When copying the entries below, leave out every picture and keep the rest exact.
*** DATA UNDER STUDY
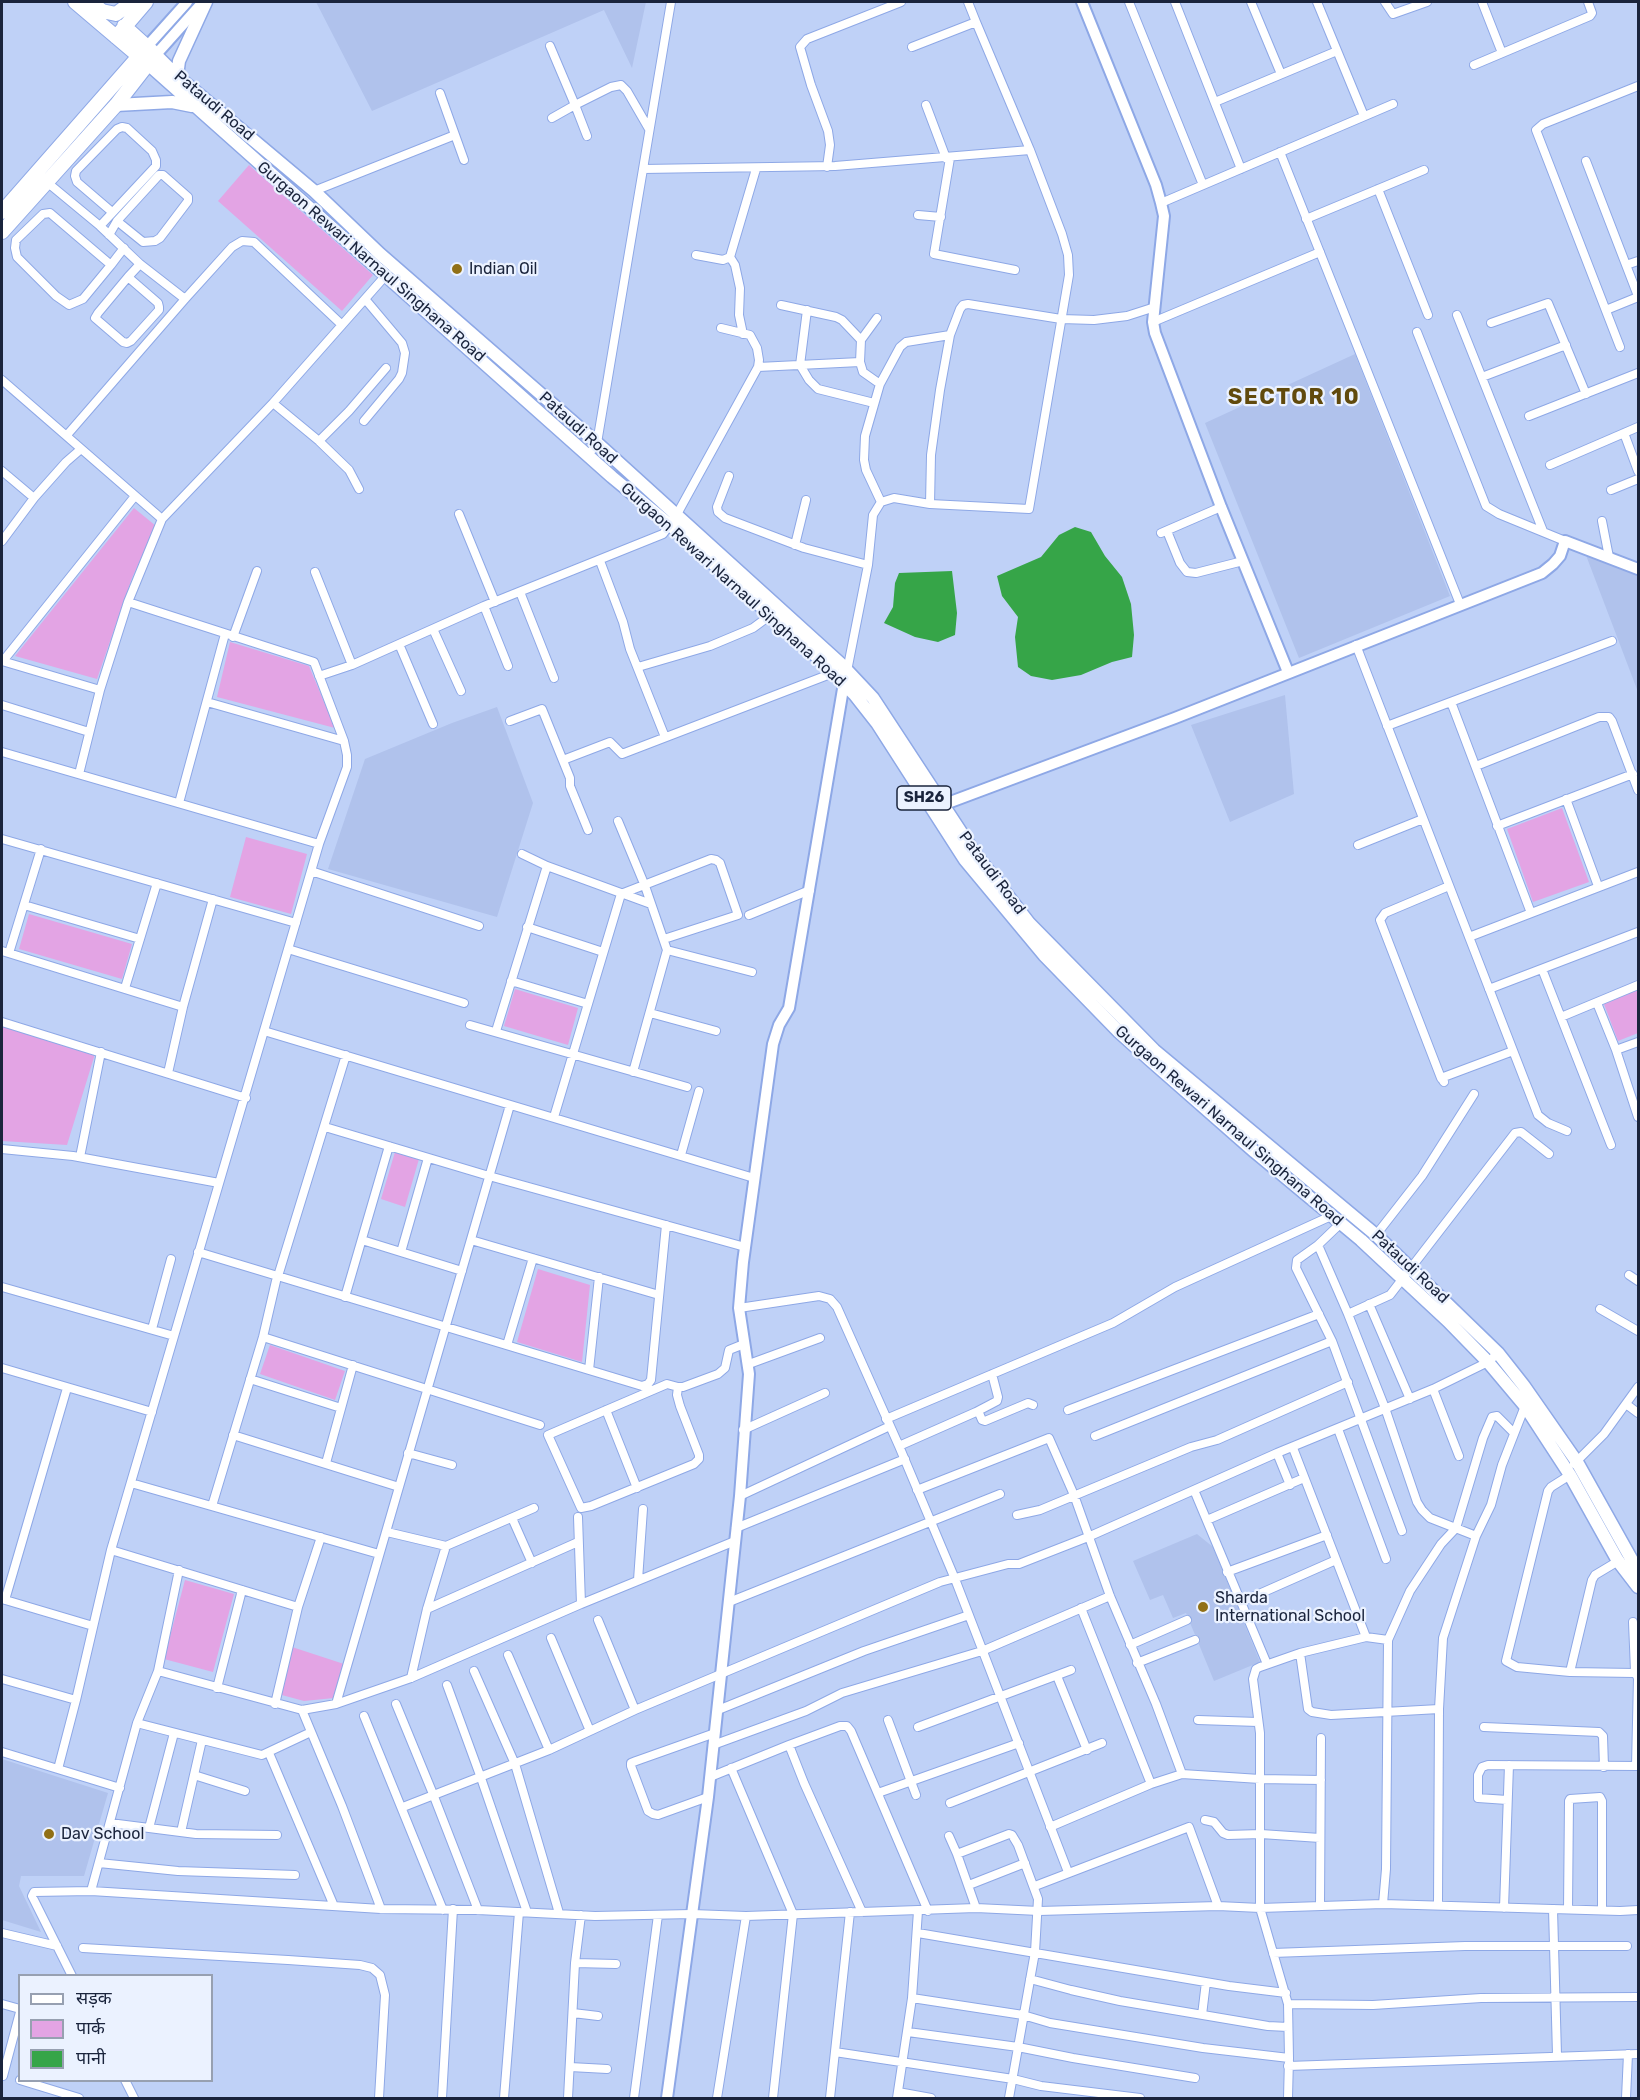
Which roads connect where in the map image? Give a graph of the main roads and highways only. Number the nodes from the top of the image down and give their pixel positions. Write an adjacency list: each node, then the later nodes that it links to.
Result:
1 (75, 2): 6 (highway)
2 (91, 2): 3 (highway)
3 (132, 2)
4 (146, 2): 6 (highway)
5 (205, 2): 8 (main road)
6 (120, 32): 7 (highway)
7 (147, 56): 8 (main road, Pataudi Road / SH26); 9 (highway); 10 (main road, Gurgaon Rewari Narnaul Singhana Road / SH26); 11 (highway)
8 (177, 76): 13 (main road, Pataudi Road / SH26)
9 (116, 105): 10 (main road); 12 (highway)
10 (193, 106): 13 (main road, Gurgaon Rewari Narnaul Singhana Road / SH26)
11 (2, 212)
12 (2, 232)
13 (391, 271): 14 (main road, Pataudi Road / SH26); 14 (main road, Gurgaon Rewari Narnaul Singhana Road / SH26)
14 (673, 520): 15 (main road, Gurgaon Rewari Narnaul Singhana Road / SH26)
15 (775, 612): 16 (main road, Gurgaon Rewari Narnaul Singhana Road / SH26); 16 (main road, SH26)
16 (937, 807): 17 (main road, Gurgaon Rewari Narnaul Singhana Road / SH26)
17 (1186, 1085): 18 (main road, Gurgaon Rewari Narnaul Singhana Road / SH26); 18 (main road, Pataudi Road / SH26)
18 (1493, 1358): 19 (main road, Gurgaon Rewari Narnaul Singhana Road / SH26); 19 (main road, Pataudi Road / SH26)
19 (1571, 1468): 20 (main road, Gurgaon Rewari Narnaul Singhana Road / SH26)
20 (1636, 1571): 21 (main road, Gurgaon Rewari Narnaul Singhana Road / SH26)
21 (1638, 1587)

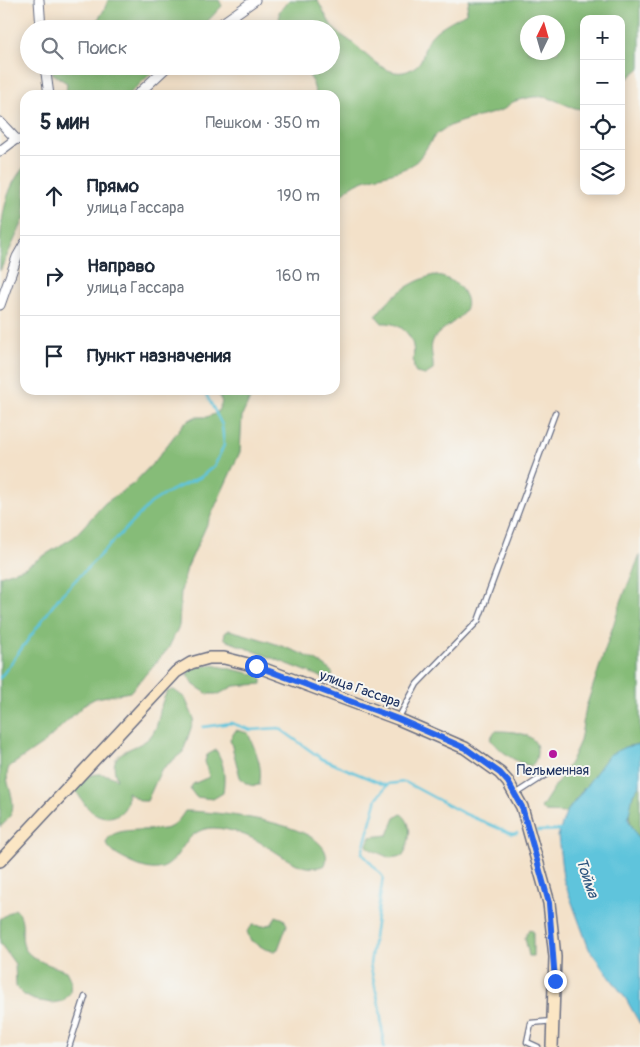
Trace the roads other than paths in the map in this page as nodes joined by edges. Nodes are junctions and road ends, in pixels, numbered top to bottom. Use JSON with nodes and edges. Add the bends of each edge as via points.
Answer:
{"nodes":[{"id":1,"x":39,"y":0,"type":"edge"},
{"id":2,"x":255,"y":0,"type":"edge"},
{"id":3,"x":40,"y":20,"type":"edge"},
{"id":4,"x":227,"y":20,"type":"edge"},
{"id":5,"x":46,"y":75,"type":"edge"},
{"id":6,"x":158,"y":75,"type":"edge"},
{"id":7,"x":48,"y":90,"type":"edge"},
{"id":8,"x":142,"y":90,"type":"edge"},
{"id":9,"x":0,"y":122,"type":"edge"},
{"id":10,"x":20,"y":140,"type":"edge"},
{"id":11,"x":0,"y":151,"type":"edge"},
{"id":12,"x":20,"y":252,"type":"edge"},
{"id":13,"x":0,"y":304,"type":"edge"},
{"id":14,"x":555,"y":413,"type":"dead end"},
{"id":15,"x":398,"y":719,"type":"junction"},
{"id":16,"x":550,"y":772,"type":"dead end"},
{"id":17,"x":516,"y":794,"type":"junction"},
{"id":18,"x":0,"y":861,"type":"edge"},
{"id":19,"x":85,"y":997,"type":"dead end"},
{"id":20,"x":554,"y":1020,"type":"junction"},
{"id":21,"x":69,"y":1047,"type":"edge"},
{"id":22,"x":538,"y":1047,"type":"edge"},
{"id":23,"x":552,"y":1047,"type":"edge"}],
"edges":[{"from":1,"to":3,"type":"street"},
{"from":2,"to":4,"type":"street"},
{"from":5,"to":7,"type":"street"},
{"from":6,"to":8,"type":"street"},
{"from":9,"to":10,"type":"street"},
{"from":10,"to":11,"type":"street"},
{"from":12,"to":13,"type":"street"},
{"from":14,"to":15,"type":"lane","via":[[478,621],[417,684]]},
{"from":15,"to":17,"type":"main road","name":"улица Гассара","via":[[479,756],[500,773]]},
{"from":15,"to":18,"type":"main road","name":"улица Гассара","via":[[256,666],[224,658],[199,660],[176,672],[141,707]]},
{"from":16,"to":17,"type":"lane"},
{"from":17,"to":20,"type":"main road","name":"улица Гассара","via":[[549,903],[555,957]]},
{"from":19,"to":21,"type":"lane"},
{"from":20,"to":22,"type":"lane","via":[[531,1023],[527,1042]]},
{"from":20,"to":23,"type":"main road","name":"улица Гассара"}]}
******
(RESULT FOR THIS TASK):
Which roads connect where in the map image? Give a graph of the main roads and highways only. Number the nodes from the top of the image down and give their pixel positions. Write an adjacency list: each node, then the later nodes that it links to.
Result:
1 (75, 2): 6 (highway)
2 (91, 2): 3 (highway)
3 (132, 2)
4 (146, 2): 6 (highway)
5 (205, 2): 8 (main road)
6 (120, 32): 7 (highway)
7 (147, 56): 8 (main road, Pataudi Road / SH26); 9 (highway); 10 (main road, Gurgaon Rewari Narnaul Singhana Road / SH26); 11 (highway)
8 (177, 76): 13 (main road, Pataudi Road / SH26)
9 (116, 105): 10 (main road); 12 (highway)
10 (193, 106): 13 (main road, Gurgaon Rewari Narnaul Singhana Road / SH26)
11 (2, 212)
12 (2, 232)
13 (391, 271): 14 (main road, Pataudi Road / SH26); 14 (main road, Gurgaon Rewari Narnaul Singhana Road / SH26)
14 (673, 520): 15 (main road, Gurgaon Rewari Narnaul Singhana Road / SH26)
15 (775, 612): 16 (main road, Gurgaon Rewari Narnaul Singhana Road / SH26); 16 (main road, SH26)
16 (937, 807): 17 (main road, Gurgaon Rewari Narnaul Singhana Road / SH26)
17 (1186, 1085): 18 (main road, Gurgaon Rewari Narnaul Singhana Road / SH26); 18 (main road, Pataudi Road / SH26)
18 (1493, 1358): 19 (main road, Gurgaon Rewari Narnaul Singhana Road / SH26); 19 (main road, Pataudi Road / SH26)
19 (1571, 1468): 20 (main road, Gurgaon Rewari Narnaul Singhana Road / SH26)
20 (1636, 1571): 21 (main road, Gurgaon Rewari Narnaul Singhana Road / SH26)
21 (1638, 1587)

Trace the roads other than paths in the map in this page as nodes joined by edges. Nodes are junctions and road ends, in pixels, numbered top to bottom. Use JSON with nodes and edges. Add the bends of each edge as via points.
Answer:
{"nodes":[{"id":1,"x":39,"y":0,"type":"edge"},
{"id":2,"x":255,"y":0,"type":"edge"},
{"id":3,"x":40,"y":20,"type":"edge"},
{"id":4,"x":227,"y":20,"type":"edge"},
{"id":5,"x":46,"y":75,"type":"edge"},
{"id":6,"x":158,"y":75,"type":"edge"},
{"id":7,"x":48,"y":90,"type":"edge"},
{"id":8,"x":142,"y":90,"type":"edge"},
{"id":9,"x":0,"y":122,"type":"edge"},
{"id":10,"x":20,"y":140,"type":"edge"},
{"id":11,"x":0,"y":151,"type":"edge"},
{"id":12,"x":20,"y":252,"type":"edge"},
{"id":13,"x":0,"y":304,"type":"edge"},
{"id":14,"x":555,"y":413,"type":"dead end"},
{"id":15,"x":398,"y":719,"type":"junction"},
{"id":16,"x":550,"y":772,"type":"dead end"},
{"id":17,"x":516,"y":794,"type":"junction"},
{"id":18,"x":0,"y":861,"type":"edge"},
{"id":19,"x":85,"y":997,"type":"dead end"},
{"id":20,"x":554,"y":1020,"type":"junction"},
{"id":21,"x":69,"y":1047,"type":"edge"},
{"id":22,"x":538,"y":1047,"type":"edge"},
{"id":23,"x":552,"y":1047,"type":"edge"}],
"edges":[{"from":1,"to":3,"type":"street"},
{"from":2,"to":4,"type":"street"},
{"from":5,"to":7,"type":"street"},
{"from":6,"to":8,"type":"street"},
{"from":9,"to":10,"type":"street"},
{"from":10,"to":11,"type":"street"},
{"from":12,"to":13,"type":"street"},
{"from":14,"to":15,"type":"lane","via":[[478,621],[417,684]]},
{"from":15,"to":17,"type":"main road","name":"улица Гассара","via":[[479,756],[500,773]]},
{"from":15,"to":18,"type":"main road","name":"улица Гассара","via":[[256,666],[224,658],[199,660],[176,672],[141,707]]},
{"from":16,"to":17,"type":"lane"},
{"from":17,"to":20,"type":"main road","name":"улица Гассара","via":[[549,903],[555,957]]},
{"from":19,"to":21,"type":"lane"},
{"from":20,"to":22,"type":"lane","via":[[531,1023],[527,1042]]},
{"from":20,"to":23,"type":"main road","name":"улица Гассара"}]}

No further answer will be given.